* TASK STATEMENT
For this exercise, retype every record below exactly and keep the pictures out.

* EXTRACTED DATA
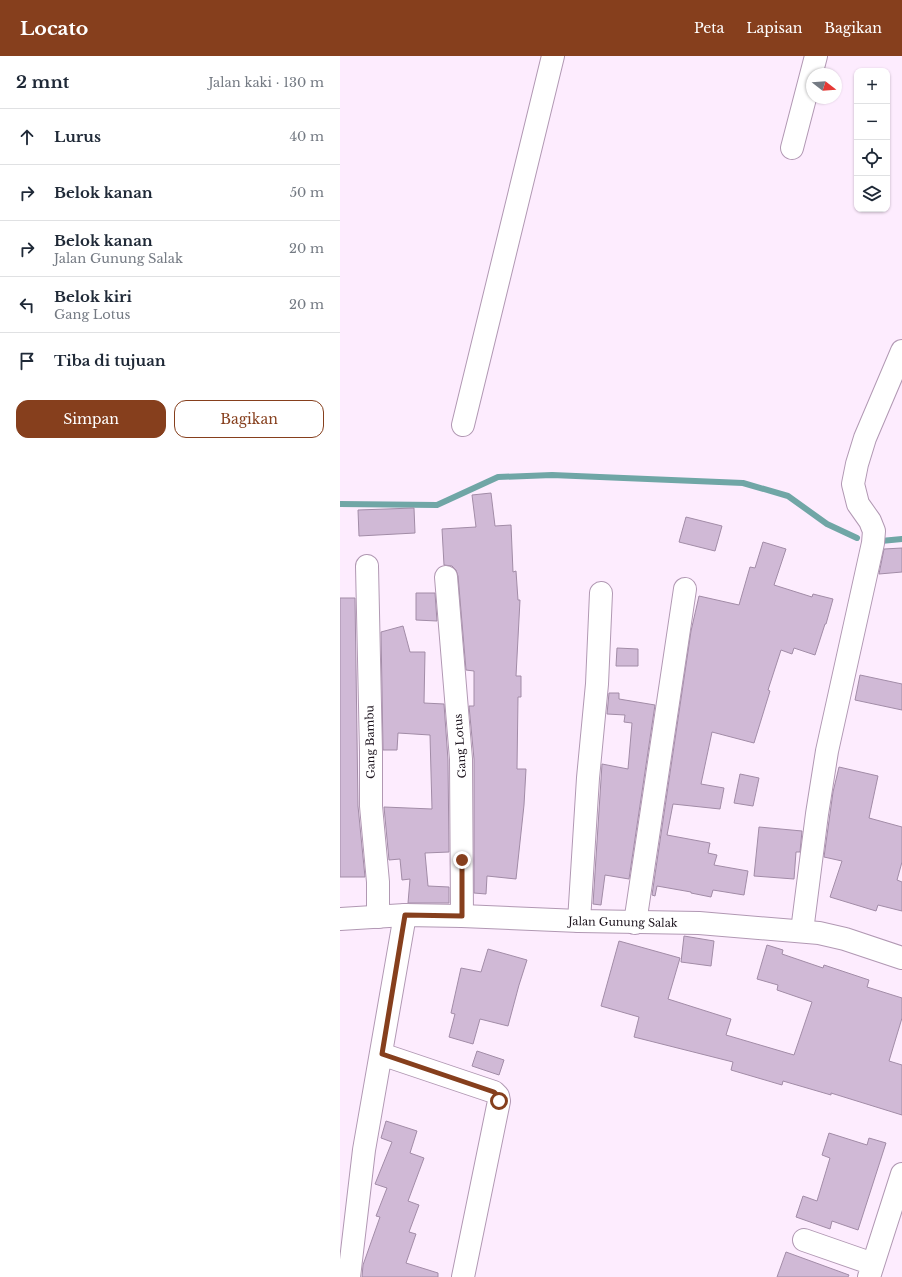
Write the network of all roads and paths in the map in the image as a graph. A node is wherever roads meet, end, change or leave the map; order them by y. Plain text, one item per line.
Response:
1 (553, 56) edge
2 (816, 56) edge
3 (792, 148) dead end
4 (902, 351) edge
5 (463, 425) dead end
6 (368, 566) dead end
7 (446, 577) dead end
8 (685, 589) dead end
9 (601, 593) dead end
10 (405, 915) junction
11 (462, 916) junction
12 (378, 917) junction
13 (340, 919) edge
14 (579, 921) junction
15 (635, 922) junction
16 (802, 931) junction
17 (902, 958) edge
18 (382, 1054) junction
19 (902, 1174) edge
20 (804, 1240) dead end
21 (871, 1270) edge
22 (349, 1277) edge
23 (463, 1277) edge

1 - 5 street
2 - 3 street
4 - 16 street
6 - 12 street, Gang Bambu
7 - 11 street, Gang Lotus
8 - 15 street
9 - 14 street
10 - 11 street, Jalan Gunung Salak
10 - 12 street, Jalan Gunung Salak
10 - 18 street
11 - 14 street, Jalan Gunung Salak
12 - 13 street, Jalan Gunung Salak
14 - 15 street, Jalan Gunung Salak
15 - 16 street, Jalan Gunung Salak
16 - 17 street, Jalan Gunung Salak
18 - 22 street
18 - 23 street
19 - 21 street
20 - 21 street

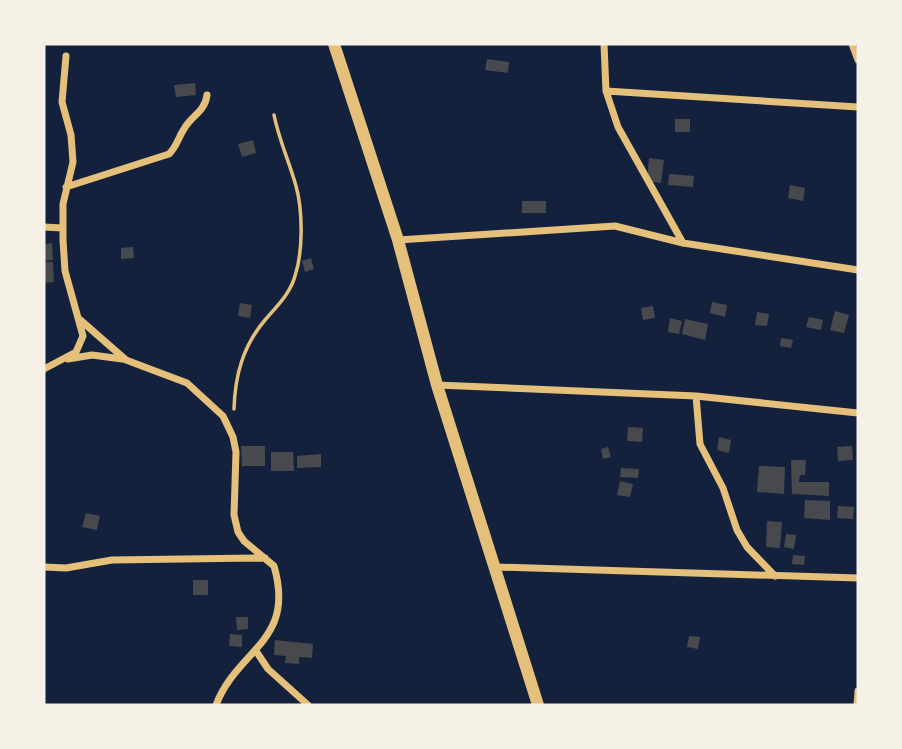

* EXERCISE ANSWER
Write the network of all roads and paths in the map in the image as a graph. A node is wherever roads meet, end, change or leave the map; order them by y. Plain text, one item per line.
Response:
1 (553, 56) edge
2 (816, 56) edge
3 (792, 148) dead end
4 (902, 351) edge
5 (463, 425) dead end
6 (368, 566) dead end
7 (446, 577) dead end
8 (685, 589) dead end
9 (601, 593) dead end
10 (405, 915) junction
11 (462, 916) junction
12 (378, 917) junction
13 (340, 919) edge
14 (579, 921) junction
15 (635, 922) junction
16 (802, 931) junction
17 (902, 958) edge
18 (382, 1054) junction
19 (902, 1174) edge
20 (804, 1240) dead end
21 (871, 1270) edge
22 (349, 1277) edge
23 (463, 1277) edge

1 - 5 street
2 - 3 street
4 - 16 street
6 - 12 street, Gang Bambu
7 - 11 street, Gang Lotus
8 - 15 street
9 - 14 street
10 - 11 street, Jalan Gunung Salak
10 - 12 street, Jalan Gunung Salak
10 - 18 street
11 - 14 street, Jalan Gunung Salak
12 - 13 street, Jalan Gunung Salak
14 - 15 street, Jalan Gunung Salak
15 - 16 street, Jalan Gunung Salak
16 - 17 street, Jalan Gunung Salak
18 - 22 street
18 - 23 street
19 - 21 street
20 - 21 street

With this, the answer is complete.